§ Material supplied

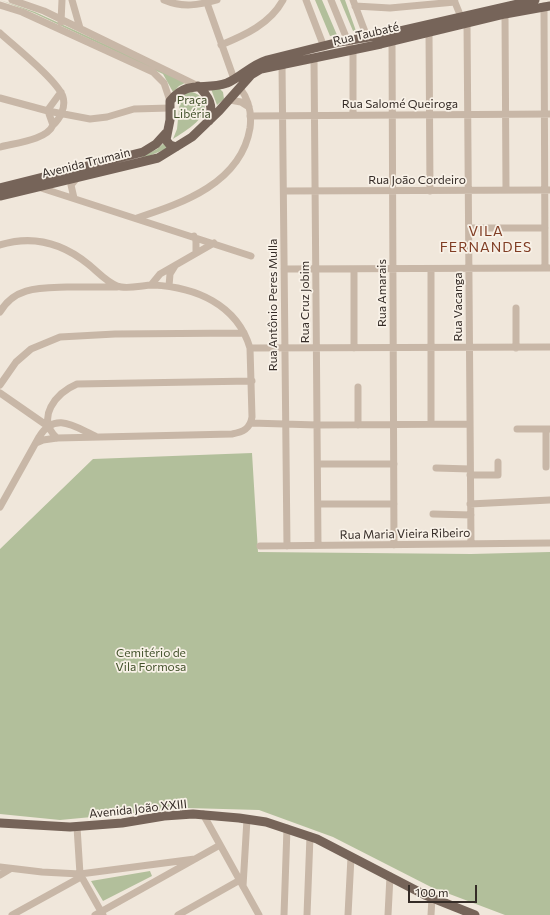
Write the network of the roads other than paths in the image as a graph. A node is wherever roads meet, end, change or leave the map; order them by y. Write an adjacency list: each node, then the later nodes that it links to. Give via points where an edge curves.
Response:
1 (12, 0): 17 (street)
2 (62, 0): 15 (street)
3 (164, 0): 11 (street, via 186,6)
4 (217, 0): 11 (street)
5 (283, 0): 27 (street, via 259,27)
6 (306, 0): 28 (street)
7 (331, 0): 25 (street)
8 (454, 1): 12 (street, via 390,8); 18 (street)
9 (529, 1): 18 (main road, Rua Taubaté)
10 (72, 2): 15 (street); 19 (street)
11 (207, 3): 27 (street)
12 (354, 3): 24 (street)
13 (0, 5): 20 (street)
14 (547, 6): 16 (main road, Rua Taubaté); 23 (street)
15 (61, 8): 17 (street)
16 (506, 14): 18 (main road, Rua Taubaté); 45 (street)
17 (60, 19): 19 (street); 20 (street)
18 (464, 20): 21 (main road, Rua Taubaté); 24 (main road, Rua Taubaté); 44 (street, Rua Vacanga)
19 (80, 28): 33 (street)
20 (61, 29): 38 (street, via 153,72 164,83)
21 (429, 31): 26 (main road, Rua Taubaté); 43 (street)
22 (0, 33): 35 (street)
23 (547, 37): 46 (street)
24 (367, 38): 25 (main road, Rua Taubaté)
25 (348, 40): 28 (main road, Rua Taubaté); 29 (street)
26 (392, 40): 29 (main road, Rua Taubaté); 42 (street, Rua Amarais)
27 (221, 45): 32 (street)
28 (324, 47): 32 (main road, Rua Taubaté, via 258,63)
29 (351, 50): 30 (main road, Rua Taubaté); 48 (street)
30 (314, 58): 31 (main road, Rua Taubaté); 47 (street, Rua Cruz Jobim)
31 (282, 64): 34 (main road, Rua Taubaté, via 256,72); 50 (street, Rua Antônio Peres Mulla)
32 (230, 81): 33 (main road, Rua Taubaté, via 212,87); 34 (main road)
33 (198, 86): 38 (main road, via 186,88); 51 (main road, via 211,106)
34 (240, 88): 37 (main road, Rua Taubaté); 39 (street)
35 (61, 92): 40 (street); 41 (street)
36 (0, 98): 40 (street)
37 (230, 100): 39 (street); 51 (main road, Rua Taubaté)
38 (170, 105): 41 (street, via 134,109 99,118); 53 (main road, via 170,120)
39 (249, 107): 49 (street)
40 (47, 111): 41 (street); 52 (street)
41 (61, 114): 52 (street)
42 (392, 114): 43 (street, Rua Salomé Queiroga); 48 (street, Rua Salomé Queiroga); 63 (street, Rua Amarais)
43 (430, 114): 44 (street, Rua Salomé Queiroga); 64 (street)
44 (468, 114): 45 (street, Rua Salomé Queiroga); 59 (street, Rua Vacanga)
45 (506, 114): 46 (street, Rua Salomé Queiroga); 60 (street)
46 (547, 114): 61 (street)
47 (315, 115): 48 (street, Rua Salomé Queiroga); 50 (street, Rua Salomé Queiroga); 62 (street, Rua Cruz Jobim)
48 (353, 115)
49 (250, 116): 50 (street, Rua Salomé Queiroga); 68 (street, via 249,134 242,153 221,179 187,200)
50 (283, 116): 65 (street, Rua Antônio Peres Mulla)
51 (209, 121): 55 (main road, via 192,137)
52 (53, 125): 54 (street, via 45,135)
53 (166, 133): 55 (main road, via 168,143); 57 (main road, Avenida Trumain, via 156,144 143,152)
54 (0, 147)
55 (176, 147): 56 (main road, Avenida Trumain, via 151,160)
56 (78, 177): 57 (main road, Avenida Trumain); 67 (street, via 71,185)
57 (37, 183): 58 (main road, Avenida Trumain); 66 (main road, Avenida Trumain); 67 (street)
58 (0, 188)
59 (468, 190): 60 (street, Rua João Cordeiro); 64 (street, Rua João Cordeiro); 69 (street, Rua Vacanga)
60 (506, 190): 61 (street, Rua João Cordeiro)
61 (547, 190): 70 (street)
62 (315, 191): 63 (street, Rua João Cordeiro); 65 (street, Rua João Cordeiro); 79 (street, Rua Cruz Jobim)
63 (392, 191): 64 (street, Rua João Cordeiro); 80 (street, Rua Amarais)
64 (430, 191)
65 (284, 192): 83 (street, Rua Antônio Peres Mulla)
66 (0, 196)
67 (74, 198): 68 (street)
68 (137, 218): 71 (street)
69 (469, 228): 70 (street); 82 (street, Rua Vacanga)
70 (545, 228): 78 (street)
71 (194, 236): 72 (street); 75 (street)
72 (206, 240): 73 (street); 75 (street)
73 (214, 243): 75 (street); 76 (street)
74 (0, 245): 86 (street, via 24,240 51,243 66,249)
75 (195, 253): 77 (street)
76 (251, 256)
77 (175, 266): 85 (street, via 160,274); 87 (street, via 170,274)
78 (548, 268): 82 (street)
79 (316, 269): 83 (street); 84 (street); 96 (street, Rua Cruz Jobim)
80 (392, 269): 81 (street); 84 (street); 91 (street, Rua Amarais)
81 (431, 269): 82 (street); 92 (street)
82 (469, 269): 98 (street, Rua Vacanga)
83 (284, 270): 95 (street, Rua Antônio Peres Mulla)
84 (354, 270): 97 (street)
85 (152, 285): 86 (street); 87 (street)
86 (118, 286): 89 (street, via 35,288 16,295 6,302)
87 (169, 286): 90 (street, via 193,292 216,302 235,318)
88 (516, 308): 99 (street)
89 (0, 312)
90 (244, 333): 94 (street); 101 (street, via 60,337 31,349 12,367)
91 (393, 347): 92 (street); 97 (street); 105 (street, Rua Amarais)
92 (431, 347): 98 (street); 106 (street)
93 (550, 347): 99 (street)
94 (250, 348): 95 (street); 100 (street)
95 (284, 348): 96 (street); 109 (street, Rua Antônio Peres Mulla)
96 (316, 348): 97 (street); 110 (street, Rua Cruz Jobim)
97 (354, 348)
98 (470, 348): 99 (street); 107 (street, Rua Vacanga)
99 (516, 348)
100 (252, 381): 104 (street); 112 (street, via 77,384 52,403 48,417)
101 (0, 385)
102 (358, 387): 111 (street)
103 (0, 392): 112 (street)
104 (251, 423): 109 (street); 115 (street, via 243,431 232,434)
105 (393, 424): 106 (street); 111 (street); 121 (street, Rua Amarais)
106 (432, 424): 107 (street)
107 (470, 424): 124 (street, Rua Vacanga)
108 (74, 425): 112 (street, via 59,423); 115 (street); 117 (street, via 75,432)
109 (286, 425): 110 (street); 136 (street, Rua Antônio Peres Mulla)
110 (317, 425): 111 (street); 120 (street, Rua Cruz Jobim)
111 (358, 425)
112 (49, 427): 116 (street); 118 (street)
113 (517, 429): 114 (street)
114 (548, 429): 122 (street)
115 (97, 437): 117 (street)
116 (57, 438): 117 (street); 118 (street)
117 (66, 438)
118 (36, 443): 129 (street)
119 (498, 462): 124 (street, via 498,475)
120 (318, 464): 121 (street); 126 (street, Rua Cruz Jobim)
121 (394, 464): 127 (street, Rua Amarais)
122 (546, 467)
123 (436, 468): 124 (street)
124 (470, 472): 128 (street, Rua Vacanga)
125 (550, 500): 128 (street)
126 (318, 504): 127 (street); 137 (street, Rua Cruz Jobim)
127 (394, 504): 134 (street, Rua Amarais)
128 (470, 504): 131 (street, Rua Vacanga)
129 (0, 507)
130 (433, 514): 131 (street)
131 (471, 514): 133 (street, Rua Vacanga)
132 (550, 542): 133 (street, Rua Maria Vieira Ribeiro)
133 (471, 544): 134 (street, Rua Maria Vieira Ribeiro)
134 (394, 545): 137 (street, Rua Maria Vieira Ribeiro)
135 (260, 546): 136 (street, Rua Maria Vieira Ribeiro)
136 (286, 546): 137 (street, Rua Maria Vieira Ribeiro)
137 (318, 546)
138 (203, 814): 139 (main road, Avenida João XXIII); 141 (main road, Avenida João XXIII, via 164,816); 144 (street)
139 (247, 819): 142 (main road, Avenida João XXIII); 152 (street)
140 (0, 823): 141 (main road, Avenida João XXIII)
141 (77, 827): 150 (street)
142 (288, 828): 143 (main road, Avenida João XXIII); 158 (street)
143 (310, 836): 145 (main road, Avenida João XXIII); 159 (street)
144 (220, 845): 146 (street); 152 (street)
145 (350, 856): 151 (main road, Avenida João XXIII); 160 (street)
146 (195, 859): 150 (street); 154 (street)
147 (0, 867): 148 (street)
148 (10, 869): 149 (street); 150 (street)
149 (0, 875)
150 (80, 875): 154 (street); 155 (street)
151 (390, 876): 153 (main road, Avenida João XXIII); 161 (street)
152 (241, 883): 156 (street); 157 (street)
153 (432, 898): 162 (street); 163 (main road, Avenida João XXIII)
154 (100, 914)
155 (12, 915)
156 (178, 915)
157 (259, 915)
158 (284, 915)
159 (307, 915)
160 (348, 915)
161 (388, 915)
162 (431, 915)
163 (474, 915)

§ Your assignment
Say how many lines of the material hold the string "XXIII", giving the number alone.

§ Solution below
8